The Company of Wolves (Neil Jordan/1984/95 mins/35mm)
Jordan’s juicy Gothic fantasy is a fractured fairy tale sprung from the short stories of Angela Carter, visualizing the macabre, often erotic, and always astonishing dreams of a disturbed adolescent girl, whose fevered visions include the landscape of production designer Anton Furst’s magic forest, marvelous lycanthropic transformations done via old-school analog effects, and a certain uncredited actor in the role of the Devil himself.
The Hit (Stephen Frears/1984/98 mins/35mm)
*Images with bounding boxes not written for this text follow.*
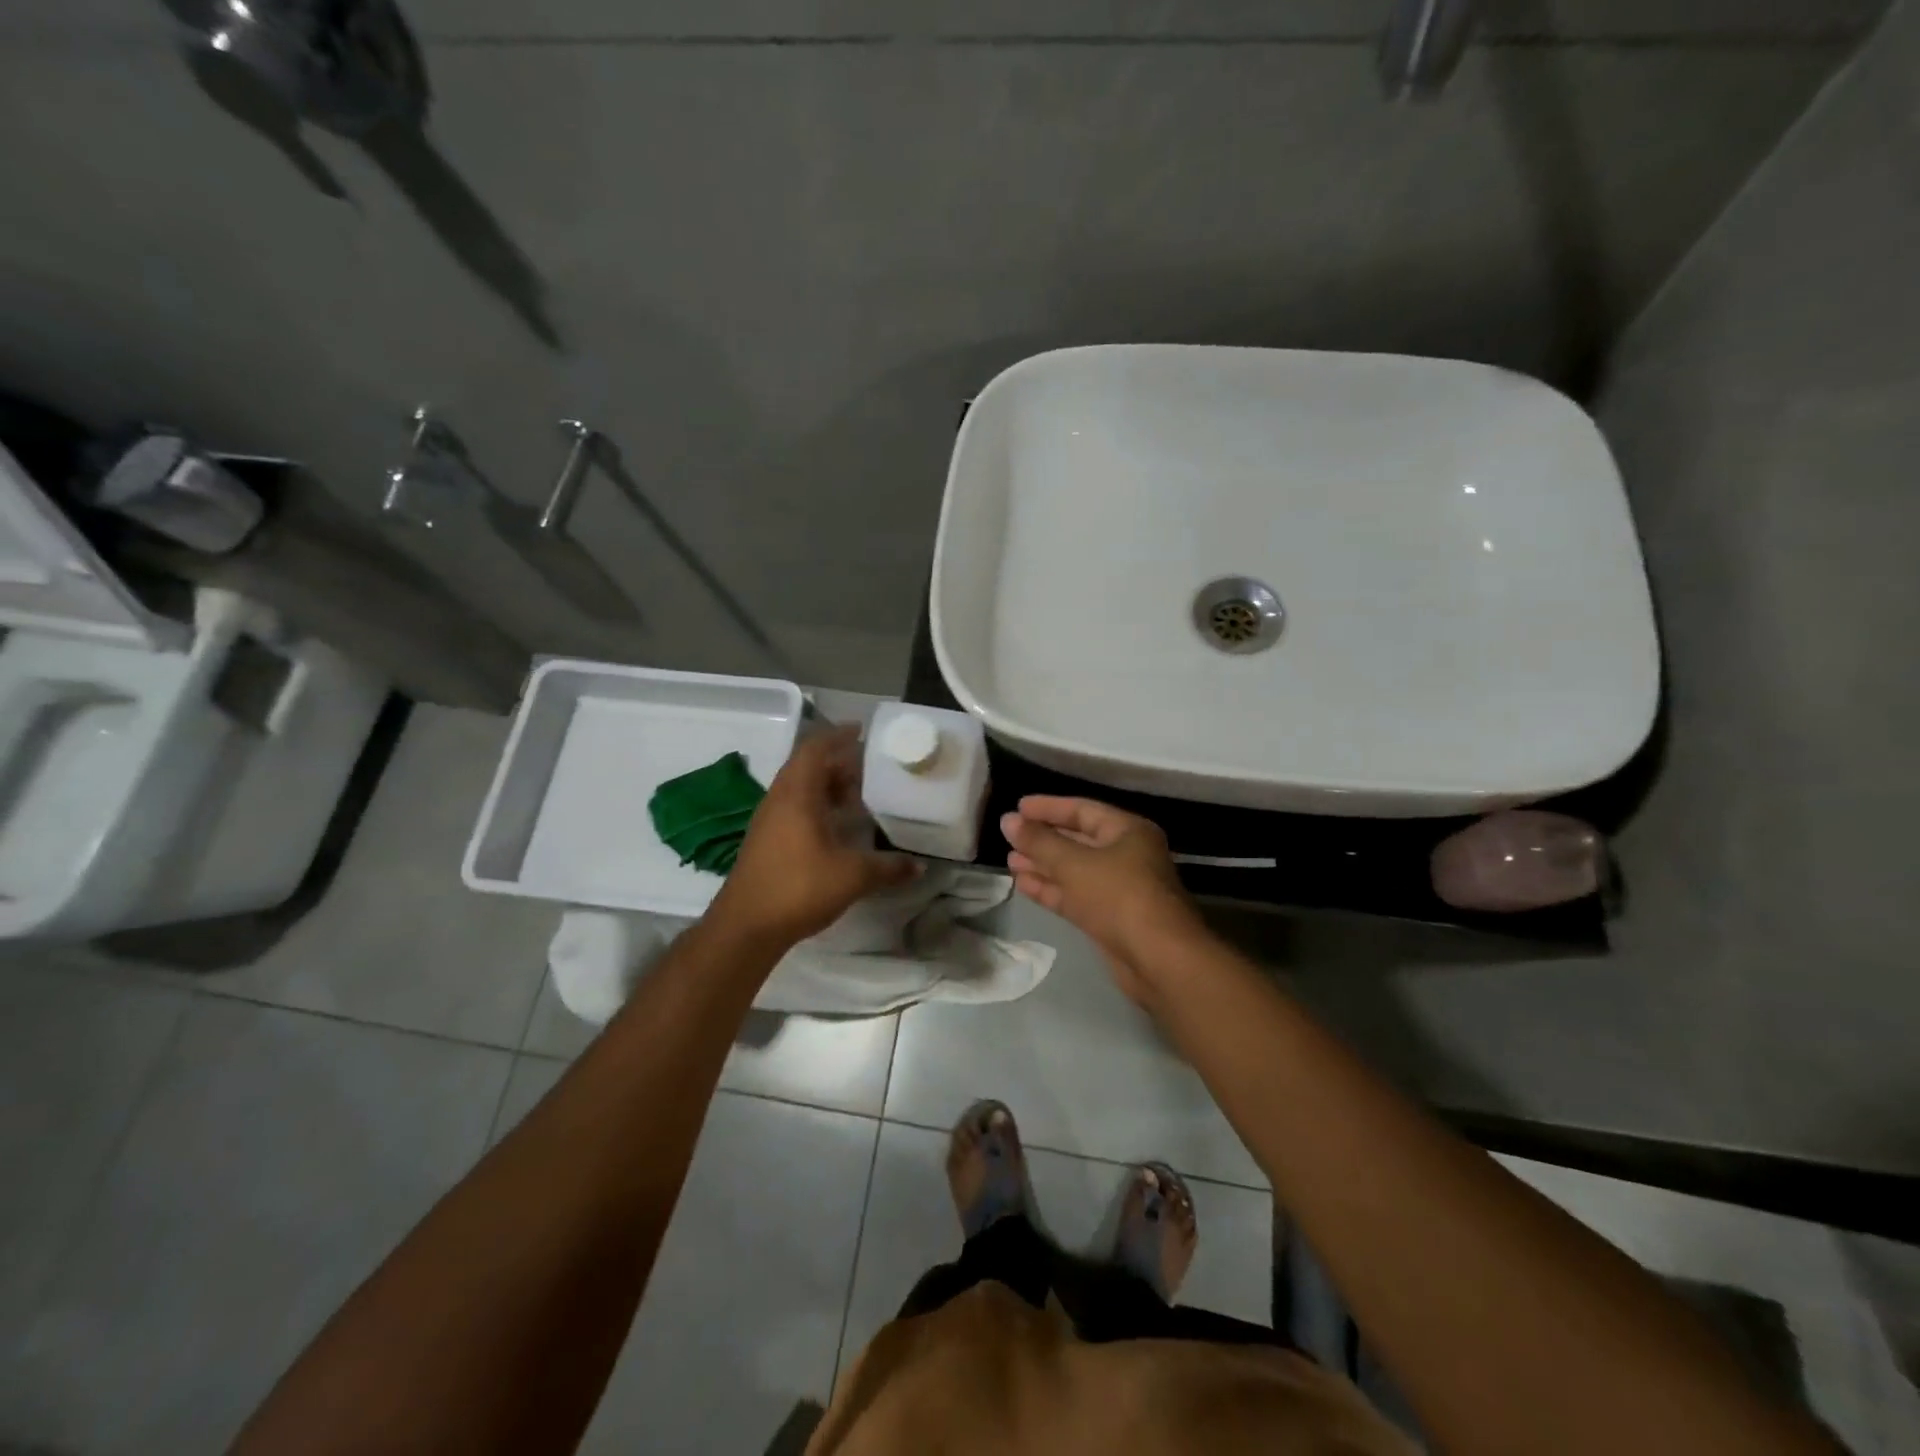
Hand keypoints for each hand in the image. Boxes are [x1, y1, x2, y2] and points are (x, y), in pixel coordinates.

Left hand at [710, 725, 918, 949]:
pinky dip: (819, 806)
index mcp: (797, 793)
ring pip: (801, 789)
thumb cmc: (799, 887)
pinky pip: (796, 808)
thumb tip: (920, 865)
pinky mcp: (767, 841)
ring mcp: (770, 820)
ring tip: (861, 794)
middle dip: (839, 762)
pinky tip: (839, 826)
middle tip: (872, 767)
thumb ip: (889, 867)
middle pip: (808, 766)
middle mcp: (780, 799)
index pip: (815, 748)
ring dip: (829, 786)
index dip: (838, 735)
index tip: (863, 731)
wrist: (746, 927)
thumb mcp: (853, 875)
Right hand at [1000, 796, 1205, 1000]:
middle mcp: (1126, 855)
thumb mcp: (1074, 864)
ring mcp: (1119, 888)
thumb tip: (1008, 820)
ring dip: (1043, 865)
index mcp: (1128, 832)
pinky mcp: (1109, 918)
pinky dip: (1051, 889)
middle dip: (1044, 838)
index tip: (1017, 807)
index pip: (1083, 810)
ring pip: (1074, 870)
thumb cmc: (1119, 897)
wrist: (1159, 960)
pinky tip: (1022, 884)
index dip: (1049, 807)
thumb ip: (1039, 841)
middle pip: (1078, 840)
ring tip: (1010, 860)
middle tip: (1009, 836)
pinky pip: (1075, 895)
The cream of English screen acting is on display in Frears’ auspicious, underseen feature debut, in which turncoat gangster Terence Stamp is ferreted out of hiding in his Spanish villa by two hitmen-old pro John Hurt and youthful hothead Tim Roth, taking their quarry on the road while police inspector Fernando Rey follows in hot pursuit, acquiring firebrand Laura del Sol, and a heavy load of problems, along the way.
Alien Nation (Graham Baker/1988/91 mins/35mm)
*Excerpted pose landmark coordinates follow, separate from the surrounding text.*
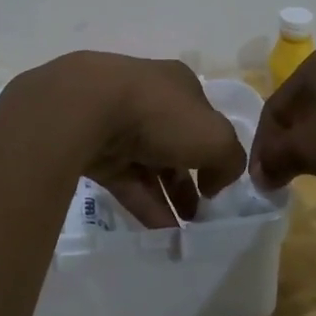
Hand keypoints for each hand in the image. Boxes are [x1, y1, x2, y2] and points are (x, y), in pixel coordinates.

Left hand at [16, 52, 246, 227]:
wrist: (86, 108)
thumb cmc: (159, 114)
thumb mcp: (215, 137)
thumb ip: (229, 161)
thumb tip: (215, 182)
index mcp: (178, 83)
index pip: (203, 118)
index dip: (213, 150)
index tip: (217, 184)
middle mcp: (147, 97)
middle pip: (174, 142)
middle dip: (189, 179)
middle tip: (200, 212)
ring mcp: (116, 120)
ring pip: (147, 163)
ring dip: (167, 196)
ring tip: (181, 231)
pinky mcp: (92, 146)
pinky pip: (123, 178)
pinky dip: (142, 203)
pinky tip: (158, 231)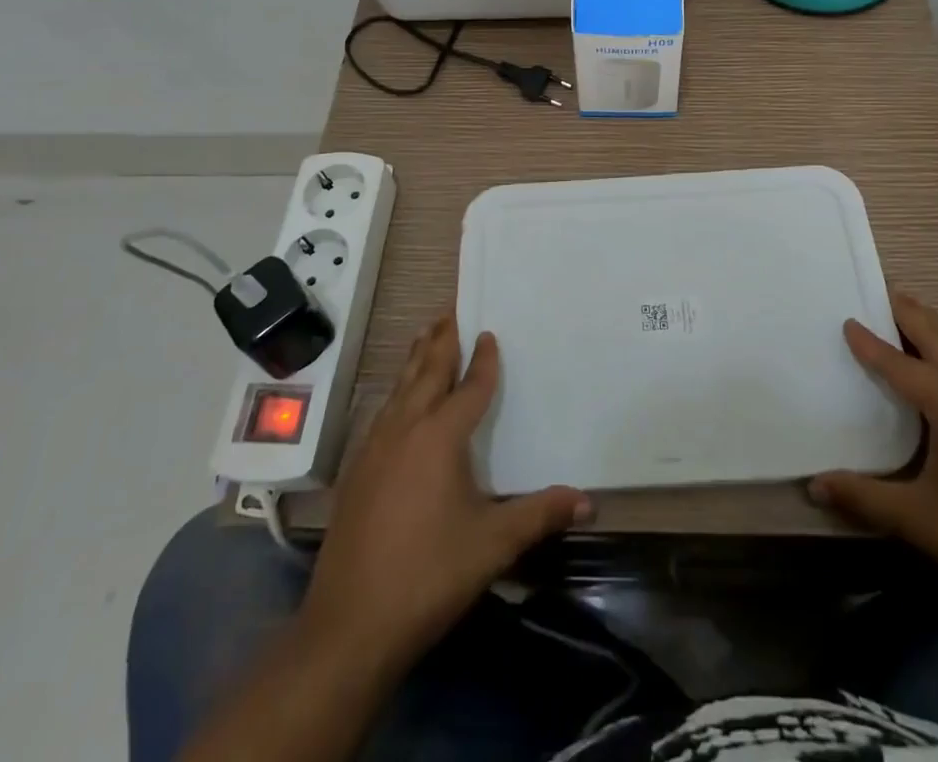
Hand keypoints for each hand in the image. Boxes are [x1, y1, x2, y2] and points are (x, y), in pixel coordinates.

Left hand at [299, 316, 588, 675]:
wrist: (349, 625)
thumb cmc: (428, 575)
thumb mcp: (493, 544)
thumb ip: (539, 515)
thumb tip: (588, 501)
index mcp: (439, 437)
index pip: (468, 387)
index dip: (483, 360)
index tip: (490, 333)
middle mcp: (405, 429)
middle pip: (425, 372)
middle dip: (440, 341)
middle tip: (449, 311)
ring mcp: (374, 448)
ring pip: (398, 388)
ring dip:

A neo-noir-inflected high-concept sci-fi cult cop movie done in high ‘80s style, Los Angeles-set Alien Nation imagines the difficulties facing a city striving to assimilate a population of 300,000 alien “Newcomers” after they crash land in the Mojave Desert. Veteran detective James Caan is unhappily teamed with alien partner Mandy Patinkin, but puts prejudice aside to go after a crime kingpin: Stamp, smashing in the leopard print pate of a Newcomer.
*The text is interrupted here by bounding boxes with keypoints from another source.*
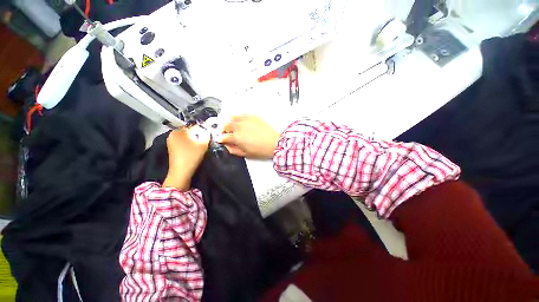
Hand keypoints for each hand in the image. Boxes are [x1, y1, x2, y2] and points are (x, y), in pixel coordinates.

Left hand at [163, 125, 209, 190]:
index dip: (203, 130)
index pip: (194, 126)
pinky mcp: (172, 148)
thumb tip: (208, 130)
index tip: (209, 135)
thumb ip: (206, 135)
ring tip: (200, 146)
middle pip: (190, 131)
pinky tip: (194, 149)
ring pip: (187, 137)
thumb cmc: (192, 156)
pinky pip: (183, 142)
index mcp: (178, 131)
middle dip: (198, 135)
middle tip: (205, 141)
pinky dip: (189, 144)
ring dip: (194, 139)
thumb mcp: (203, 144)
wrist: (181, 171)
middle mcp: (173, 134)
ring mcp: (171, 141)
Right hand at [217, 115, 279, 158]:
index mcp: (236, 137)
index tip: (220, 139)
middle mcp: (239, 126)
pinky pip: (242, 114)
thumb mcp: (245, 154)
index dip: (220, 139)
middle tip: (225, 132)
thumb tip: (227, 146)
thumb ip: (233, 150)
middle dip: (222, 129)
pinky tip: (240, 121)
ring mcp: (246, 120)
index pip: (223, 136)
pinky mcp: (253, 116)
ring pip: (232, 116)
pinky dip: (238, 117)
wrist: (274, 143)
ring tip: (231, 125)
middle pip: (225, 124)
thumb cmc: (261, 150)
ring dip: (229, 121)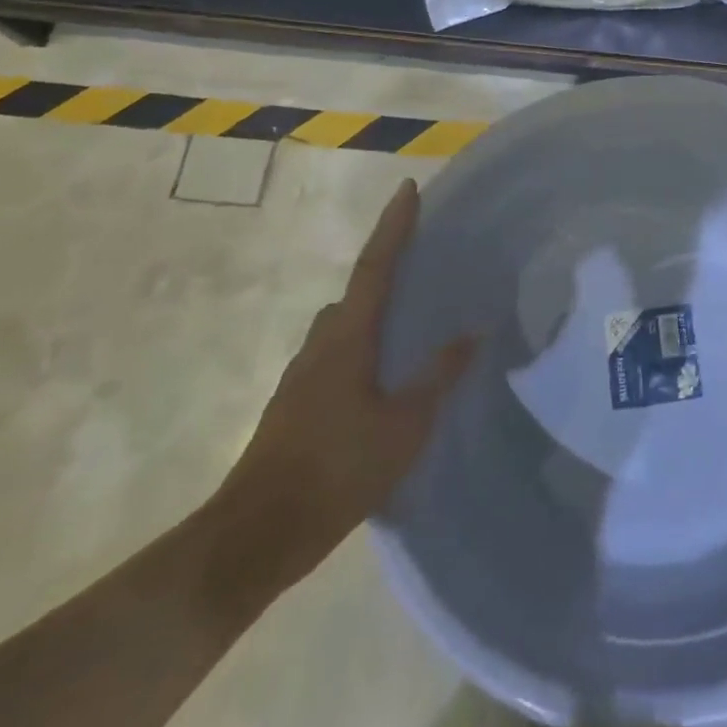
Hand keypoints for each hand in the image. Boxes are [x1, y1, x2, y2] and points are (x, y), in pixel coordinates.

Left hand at [208, 179, 473, 591]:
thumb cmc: (336, 471)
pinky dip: (362, 349)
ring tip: (411, 326)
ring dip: (373, 315)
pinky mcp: (294, 405)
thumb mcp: (404, 426)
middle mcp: (321, 344)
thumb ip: (438, 376)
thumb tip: (472, 333)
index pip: (376, 266)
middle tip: (423, 265)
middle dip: (386, 270)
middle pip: (357, 292)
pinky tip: (383, 381)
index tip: (408, 189)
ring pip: (343, 327)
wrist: (254, 537)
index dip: (394, 226)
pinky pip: (336, 357)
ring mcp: (302, 376)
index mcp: (348, 337)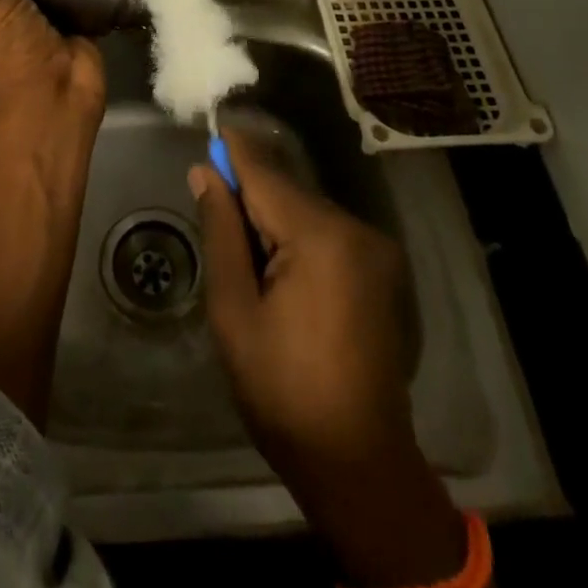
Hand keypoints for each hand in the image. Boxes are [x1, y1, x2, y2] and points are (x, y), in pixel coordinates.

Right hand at [188, 132, 413, 474]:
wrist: (358, 463)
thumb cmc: (282, 390)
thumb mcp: (233, 310)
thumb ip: (221, 231)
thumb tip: (205, 172)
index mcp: (320, 237)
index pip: (265, 173)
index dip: (234, 149)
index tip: (211, 125)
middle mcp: (356, 229)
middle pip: (288, 191)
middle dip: (250, 193)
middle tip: (214, 207)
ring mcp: (376, 249)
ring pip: (308, 211)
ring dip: (274, 218)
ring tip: (246, 256)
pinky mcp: (383, 269)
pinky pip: (329, 233)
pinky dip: (299, 236)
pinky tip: (281, 272)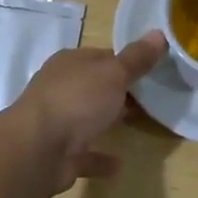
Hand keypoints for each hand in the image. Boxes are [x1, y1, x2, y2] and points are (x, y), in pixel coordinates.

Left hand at [10, 33, 167, 195]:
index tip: (153, 70)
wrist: (37, 150)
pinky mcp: (59, 154)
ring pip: (87, 118)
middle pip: (95, 86)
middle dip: (119, 91)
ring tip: (138, 124)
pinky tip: (119, 164)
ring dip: (107, 121)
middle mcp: (61, 88)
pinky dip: (100, 158)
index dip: (127, 62)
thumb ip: (136, 59)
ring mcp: (58, 122)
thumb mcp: (114, 73)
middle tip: (151, 98)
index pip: (103, 56)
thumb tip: (159, 33)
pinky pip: (85, 154)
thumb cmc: (77, 100)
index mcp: (70, 63)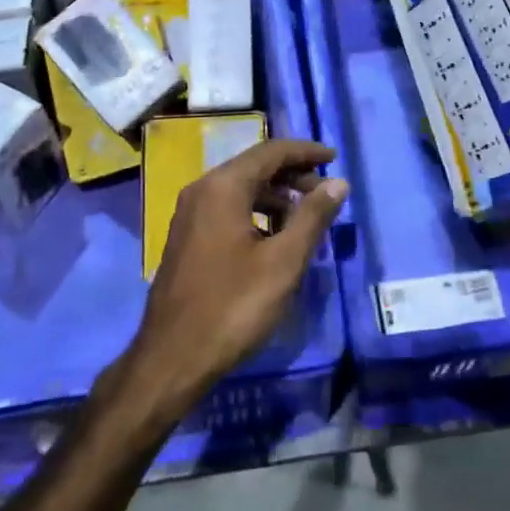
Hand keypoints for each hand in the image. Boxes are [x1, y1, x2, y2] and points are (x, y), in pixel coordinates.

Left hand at [117, 139, 347, 426]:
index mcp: (223, 187)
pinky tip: (274, 240)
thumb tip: (337, 182)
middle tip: (325, 194)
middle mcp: (202, 190)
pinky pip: (227, 209)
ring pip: (241, 189)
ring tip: (305, 220)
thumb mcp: (283, 262)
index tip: (334, 158)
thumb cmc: (232, 306)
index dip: (306, 152)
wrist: (172, 359)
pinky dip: (256, 213)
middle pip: (255, 166)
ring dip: (276, 196)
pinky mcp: (187, 237)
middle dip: (293, 175)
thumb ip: (312, 217)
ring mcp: (190, 214)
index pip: (271, 151)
The Adventures of Priscilla, Queen of the Desert (Stephan Elliott/1994/104 mins/35mm)
With a date to take the stage at a casino in faraway Alice Springs, Australia, a fabulous foursome leave Sydney to blaze a flaming trail across the outback together. Stamp’s transgender Bernadette joins drag queens Mitzi (Hugo Weaving) and Felicia (Guy Pearce), and their beat-up lavender tour bus, Priscilla. Along the way they stand up to intolerance with humor and goodwill, scale landmark Uluru in drag, and look for a little more much-deserved happiness. “I was less stunning than I’d hoped,” Stamp said of his first turn as a female lead.
Bowfinger (Frank Oz/1999/97 mins/35mm)
Steve Martin writes and stars as flim-flam man producer Bobby Bowfinger, planning to shoot his action masterpiece Chubby Rain with megastar Kit Ramsey (Eddie Murphy) in the lead role. This is complicated by the fact that Ramsey refuses to star in the movie, which calls for hidden cameras and a sweet, nerdy “double,” Ji (Murphy, again). With Heather Graham as a ruthless wannabe actress, and the finest Cahiers du Cinema cameo in American movies of the 1990’s.
The Limey (Steven Soderbergh/1999/89 mins/35mm)
Career criminal Stamp lands in Los Angeles to ferret out his daughter’s murderers, and God help whoever stands in his way. With excerpts of Poor Cow, jigsaw puzzle editing gambits that recall John Boorman’sPoint Blank (1967), Peter Fonda as a Big Sur-based ex-hippie-ish heavy, and Stamp returning to his East London roots, The Limey has all the elements of a pure throwback, but manages at the same time to feel bracingly turn-of-the-millennium. An elegant and deadly object.